- [Exercise objective]
Lines holding the string "Gang" are the ones to copy from this listing.

Top of Information given

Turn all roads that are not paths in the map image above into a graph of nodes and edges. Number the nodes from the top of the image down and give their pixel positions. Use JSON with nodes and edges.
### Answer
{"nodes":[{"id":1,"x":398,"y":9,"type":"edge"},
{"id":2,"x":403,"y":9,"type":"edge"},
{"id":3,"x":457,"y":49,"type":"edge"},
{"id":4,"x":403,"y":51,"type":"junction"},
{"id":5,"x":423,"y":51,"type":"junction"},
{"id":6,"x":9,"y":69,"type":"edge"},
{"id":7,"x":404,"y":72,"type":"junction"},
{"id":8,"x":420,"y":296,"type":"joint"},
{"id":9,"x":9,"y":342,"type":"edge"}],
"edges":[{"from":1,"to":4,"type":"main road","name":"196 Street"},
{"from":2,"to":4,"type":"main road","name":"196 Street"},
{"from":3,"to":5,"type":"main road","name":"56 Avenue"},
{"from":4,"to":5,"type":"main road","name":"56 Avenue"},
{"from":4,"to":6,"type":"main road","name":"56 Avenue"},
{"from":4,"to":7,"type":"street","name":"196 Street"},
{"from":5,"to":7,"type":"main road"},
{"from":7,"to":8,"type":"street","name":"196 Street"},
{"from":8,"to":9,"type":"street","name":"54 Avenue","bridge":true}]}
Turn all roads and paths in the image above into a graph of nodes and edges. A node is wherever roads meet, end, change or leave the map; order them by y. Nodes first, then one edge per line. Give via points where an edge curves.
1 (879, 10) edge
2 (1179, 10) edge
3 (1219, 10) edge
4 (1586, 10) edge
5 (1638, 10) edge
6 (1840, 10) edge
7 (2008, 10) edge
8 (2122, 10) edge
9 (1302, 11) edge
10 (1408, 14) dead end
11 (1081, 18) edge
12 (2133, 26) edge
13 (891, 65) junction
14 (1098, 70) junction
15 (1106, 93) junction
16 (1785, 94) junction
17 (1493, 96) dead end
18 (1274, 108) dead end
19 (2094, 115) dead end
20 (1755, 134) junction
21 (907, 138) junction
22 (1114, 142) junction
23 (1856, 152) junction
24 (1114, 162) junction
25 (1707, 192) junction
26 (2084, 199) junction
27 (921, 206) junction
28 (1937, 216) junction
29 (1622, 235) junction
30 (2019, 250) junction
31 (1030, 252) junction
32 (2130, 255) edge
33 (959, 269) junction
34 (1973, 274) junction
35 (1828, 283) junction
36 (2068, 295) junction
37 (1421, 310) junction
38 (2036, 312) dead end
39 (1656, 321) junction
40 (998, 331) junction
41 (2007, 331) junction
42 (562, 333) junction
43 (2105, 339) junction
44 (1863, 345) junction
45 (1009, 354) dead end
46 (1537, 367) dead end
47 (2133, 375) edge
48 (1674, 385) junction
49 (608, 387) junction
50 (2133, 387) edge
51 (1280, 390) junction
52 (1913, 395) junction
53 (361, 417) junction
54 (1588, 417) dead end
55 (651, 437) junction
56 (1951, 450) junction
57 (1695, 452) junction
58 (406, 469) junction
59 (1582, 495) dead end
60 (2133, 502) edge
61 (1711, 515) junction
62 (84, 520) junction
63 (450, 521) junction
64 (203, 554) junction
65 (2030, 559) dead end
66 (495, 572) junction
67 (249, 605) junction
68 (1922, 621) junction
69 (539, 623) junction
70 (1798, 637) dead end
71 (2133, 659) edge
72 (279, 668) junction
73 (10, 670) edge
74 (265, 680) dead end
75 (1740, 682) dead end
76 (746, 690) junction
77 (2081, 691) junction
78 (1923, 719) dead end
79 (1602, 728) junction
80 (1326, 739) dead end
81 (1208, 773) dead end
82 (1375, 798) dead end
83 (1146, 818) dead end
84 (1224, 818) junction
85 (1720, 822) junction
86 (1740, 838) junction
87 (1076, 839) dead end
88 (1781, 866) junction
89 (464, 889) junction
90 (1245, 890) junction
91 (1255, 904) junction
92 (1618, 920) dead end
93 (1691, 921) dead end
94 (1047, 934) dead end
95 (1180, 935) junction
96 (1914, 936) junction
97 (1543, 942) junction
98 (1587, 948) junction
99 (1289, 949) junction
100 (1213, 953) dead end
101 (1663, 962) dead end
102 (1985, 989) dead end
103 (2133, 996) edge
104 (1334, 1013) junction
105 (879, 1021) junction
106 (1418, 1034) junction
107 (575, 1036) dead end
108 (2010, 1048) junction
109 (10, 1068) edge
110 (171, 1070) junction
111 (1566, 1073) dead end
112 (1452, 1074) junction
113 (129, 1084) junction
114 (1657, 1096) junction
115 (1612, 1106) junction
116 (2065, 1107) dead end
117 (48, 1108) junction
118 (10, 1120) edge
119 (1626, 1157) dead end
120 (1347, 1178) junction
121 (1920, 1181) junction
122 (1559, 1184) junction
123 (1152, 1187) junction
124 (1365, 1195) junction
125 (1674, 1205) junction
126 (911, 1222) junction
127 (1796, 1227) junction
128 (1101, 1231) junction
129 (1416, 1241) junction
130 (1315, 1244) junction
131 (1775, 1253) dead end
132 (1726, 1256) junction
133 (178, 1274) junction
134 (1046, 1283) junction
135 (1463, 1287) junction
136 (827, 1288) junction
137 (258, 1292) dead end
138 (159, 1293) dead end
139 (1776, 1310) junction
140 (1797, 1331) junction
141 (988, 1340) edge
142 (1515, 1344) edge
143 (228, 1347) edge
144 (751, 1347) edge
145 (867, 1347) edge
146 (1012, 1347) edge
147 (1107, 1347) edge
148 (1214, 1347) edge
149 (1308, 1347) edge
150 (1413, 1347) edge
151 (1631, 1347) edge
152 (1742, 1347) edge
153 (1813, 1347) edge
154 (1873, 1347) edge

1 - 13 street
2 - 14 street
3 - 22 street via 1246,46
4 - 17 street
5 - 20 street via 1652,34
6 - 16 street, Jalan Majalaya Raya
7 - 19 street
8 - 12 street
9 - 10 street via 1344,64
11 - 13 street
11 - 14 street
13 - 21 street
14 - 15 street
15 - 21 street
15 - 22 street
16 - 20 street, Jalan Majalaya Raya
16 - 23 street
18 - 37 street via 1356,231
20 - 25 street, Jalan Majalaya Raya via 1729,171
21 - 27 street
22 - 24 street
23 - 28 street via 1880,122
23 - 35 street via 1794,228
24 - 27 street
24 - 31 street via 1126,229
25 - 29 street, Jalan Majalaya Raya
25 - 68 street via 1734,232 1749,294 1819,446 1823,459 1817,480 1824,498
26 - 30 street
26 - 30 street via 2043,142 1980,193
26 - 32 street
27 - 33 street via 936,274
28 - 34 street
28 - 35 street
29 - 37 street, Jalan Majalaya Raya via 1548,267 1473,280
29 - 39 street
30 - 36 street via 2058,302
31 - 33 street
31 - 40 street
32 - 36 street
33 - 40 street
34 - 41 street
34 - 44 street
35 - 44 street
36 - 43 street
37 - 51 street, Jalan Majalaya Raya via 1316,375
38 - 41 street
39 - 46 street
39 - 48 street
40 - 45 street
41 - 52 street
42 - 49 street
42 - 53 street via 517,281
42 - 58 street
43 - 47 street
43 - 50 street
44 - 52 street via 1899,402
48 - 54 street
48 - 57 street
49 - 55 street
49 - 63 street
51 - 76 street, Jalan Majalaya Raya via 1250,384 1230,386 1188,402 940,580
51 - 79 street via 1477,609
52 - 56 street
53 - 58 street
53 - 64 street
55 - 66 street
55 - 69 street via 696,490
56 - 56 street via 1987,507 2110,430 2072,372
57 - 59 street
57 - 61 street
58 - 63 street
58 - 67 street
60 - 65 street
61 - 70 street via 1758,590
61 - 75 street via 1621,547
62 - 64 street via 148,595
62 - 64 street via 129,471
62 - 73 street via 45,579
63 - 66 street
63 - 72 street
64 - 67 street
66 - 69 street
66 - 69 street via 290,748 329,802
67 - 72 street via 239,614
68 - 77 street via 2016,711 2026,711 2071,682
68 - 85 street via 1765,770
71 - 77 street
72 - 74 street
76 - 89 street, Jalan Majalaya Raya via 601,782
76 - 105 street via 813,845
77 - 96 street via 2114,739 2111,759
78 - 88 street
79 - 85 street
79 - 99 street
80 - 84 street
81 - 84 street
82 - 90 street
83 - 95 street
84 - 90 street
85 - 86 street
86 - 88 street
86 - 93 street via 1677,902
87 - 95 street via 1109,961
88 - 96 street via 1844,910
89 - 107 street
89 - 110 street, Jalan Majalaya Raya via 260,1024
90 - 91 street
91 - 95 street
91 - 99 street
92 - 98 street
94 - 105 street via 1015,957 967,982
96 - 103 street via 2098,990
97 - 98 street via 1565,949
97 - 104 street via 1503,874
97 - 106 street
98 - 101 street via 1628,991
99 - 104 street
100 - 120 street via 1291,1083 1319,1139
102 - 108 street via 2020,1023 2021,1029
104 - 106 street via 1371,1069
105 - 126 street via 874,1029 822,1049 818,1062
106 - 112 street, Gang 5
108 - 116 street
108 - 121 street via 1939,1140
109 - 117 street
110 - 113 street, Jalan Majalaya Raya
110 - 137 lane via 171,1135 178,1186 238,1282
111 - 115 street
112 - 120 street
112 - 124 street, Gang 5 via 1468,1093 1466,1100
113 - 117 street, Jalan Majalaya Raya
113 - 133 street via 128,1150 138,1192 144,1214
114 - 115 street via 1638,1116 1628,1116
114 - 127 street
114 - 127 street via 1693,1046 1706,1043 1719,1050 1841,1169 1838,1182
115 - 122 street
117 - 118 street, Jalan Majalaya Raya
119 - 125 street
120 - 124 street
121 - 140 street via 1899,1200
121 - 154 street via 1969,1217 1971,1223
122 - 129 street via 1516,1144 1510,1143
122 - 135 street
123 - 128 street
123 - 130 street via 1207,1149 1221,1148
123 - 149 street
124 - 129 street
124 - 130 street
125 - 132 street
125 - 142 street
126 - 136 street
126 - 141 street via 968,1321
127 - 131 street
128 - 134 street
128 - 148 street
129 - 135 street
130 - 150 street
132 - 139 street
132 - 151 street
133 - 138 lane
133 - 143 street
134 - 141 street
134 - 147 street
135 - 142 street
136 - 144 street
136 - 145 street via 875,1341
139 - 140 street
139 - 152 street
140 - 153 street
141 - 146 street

Bottom of Information given

- [Exercise response]
106 - 112 street, Gang 5
112 - 124 street, Gang 5 via 1468,1093 1466,1100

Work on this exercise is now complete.